Two people standing on the end of a pontoon boat looking at a lake.

Celebrating 60 Years of Watershed Stewardship

For 60 years, the WRM practicum has trained generations of water leaders — and transformed communities, ecosystems, and policy along the way.

It all started with a conversation at the Memorial Union.

In 1956, Henry Hart, a political science professor at the University of Wisconsin–Madison, invited his colleague Arno Lenz from civil and environmental engineering to join him for lunch and an idea. Hart proposed a cross-disciplinary course on river basin planning — a forward-thinking response to how water resource decisions were often made within artificial political boundaries, rather than guided by the realities of the physical environment.

Did You Know?

There have been 843 total WRM graduates as of spring 2025.

Both men had worked for the Tennessee Valley Authority, a pioneer in large-scale watershed management. They knew the limitations of siloed thinking. Lenz agreed to the proposal, and in 1958, the first river basin planning seminar launched, cross-listed in both of their departments. Students chose a topic within the realm of water resources management and developed individual research reports — a traditional seminar model, but one that began pulling in faculty from across campus, including law, urban and regional planning, and more.

The seminar became a seed. At a national water conference in 1962, Lenz heard growing momentum around interdisciplinary water programs at other universities. Energized, the UW seminar committee drafted a proposal for a new Water Resources Management (WRM) master’s degree. It was approved in 1965, laying the foundation for what would become one of the nation’s earliest and most respected interdisciplinary environmental programs.

“We’ve been able to sustain 60 years of this integrated interdisciplinary focus on water resources management,” says Ken Genskow, current WRM program chair. “Students take away real world experiences as part of their education, and that’s helped them secure positions in different agencies and organizations.”

A student crouching on the end of a pier checking field research equipment.
WRM student Emily Kilstrom packs up equipment on a pier on the property of Karen Huber, president of the Beaver Dam Lake Improvement Association. Photo by Taylor Wolfram/UW-Madison
A student carefully transferring a water sample from a plastic squeeze bottle into a beaker.
WRM student Eamon Peterson uses a vacuum filtration system to filter chlorophyll, or algae, out of the water samples. Photo by Taylor Wolfram/UW-Madison

Building the program took both vision and resources. Hart, Lenz, and fellow professors Fred Clarenbach (political science), Jake Beuscher (law), and Gerard Rohlich (engineering) secured a major training grant from the U.S. Public Health Service. Enrollment surged. The grant funded students, supported supplies, and enabled program administration to grow.

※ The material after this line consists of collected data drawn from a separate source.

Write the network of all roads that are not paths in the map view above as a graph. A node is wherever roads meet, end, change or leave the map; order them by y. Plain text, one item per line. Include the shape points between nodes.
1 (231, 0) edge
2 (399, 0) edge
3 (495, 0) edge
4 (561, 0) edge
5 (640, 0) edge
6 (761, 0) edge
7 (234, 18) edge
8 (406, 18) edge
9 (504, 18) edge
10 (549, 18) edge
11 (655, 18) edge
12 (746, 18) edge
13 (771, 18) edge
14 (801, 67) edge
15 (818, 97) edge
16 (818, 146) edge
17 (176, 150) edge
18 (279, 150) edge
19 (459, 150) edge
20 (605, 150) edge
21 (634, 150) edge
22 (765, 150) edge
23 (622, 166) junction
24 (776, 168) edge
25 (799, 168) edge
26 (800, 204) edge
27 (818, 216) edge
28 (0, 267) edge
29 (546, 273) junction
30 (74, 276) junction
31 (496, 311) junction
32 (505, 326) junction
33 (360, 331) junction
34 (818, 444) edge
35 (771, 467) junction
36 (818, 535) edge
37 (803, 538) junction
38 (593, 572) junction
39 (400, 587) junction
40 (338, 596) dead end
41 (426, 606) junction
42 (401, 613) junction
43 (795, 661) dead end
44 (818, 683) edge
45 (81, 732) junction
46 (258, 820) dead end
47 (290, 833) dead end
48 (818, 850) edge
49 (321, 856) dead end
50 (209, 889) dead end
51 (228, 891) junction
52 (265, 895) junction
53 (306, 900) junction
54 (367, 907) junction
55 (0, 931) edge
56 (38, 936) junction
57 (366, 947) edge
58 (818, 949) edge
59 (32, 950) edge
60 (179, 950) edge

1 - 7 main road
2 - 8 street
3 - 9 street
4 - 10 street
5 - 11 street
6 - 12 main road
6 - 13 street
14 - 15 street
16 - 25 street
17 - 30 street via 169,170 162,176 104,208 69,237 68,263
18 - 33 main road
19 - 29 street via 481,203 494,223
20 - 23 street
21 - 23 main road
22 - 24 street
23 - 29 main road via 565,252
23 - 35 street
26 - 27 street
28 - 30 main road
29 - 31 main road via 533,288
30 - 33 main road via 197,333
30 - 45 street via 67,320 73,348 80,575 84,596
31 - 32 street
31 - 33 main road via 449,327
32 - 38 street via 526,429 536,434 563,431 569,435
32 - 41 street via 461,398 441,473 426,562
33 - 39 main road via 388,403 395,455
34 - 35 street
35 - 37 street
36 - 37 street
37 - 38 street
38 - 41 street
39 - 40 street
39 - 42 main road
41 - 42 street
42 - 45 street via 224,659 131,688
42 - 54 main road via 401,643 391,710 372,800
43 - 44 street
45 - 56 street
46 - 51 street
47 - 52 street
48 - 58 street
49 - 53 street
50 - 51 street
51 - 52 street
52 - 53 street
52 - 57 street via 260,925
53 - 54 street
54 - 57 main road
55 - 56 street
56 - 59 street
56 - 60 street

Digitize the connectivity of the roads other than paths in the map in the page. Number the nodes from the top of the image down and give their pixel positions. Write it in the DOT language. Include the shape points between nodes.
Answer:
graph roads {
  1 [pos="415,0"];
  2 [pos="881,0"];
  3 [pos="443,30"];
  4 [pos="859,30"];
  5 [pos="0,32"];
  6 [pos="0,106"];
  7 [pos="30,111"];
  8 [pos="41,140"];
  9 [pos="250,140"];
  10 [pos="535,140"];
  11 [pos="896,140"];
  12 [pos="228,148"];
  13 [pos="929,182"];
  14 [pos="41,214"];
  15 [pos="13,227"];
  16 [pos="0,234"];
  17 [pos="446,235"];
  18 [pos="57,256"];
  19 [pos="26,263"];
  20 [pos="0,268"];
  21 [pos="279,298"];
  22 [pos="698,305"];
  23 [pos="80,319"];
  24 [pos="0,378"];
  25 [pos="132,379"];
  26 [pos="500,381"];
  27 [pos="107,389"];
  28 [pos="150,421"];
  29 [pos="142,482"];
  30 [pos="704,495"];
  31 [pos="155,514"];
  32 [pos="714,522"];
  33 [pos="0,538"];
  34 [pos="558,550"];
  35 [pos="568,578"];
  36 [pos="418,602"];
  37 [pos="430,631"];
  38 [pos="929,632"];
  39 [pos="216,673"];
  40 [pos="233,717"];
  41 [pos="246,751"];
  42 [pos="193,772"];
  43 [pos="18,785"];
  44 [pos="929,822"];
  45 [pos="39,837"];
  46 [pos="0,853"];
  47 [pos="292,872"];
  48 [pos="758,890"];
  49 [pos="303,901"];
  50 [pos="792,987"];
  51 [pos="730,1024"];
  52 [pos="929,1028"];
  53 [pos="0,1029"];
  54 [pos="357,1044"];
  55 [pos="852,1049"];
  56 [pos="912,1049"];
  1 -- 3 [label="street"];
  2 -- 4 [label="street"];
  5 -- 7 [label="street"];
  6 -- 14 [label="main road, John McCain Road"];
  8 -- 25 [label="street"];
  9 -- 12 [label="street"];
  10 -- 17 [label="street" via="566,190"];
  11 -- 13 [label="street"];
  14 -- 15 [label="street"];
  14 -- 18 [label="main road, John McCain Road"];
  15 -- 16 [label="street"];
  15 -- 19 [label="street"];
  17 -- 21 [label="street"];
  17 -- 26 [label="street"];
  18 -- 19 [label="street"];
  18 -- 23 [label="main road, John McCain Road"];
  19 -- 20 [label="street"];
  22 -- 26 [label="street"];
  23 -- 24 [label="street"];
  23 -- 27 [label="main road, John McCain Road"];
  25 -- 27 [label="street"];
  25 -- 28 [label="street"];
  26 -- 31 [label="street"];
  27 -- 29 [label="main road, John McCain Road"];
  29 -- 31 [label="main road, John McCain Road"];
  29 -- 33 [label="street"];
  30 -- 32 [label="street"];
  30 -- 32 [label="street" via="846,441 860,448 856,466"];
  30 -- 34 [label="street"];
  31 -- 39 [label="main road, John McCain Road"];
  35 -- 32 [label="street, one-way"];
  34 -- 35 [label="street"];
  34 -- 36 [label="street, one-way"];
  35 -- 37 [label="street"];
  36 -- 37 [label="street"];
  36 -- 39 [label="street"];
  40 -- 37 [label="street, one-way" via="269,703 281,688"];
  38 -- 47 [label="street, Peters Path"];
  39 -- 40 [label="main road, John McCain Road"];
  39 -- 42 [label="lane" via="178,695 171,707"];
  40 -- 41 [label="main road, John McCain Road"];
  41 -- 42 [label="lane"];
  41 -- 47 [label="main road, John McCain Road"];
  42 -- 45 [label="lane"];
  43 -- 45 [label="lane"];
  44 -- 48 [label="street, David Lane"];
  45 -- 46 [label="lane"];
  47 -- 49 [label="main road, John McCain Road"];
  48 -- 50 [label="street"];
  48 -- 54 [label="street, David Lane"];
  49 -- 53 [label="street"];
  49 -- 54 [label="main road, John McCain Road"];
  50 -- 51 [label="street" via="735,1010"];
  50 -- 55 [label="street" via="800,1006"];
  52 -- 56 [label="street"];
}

As word spread, faculty from an expanding range of disciplines — agricultural economics, botany, journalism, limnology, soils — joined the effort. So did students from all kinds of academic backgrounds and career paths, creating a learning environment enriched by diverse perspectives and real-world experience.

In 1970, the newly established Institute for Environmental Studies (now the Nelson Institute for Environmental Studies) offered the WRM program a broader academic home — joining the institute in 1972 and anchoring itself in an interdisciplinary community and serving as a blueprint for future professional degree programs.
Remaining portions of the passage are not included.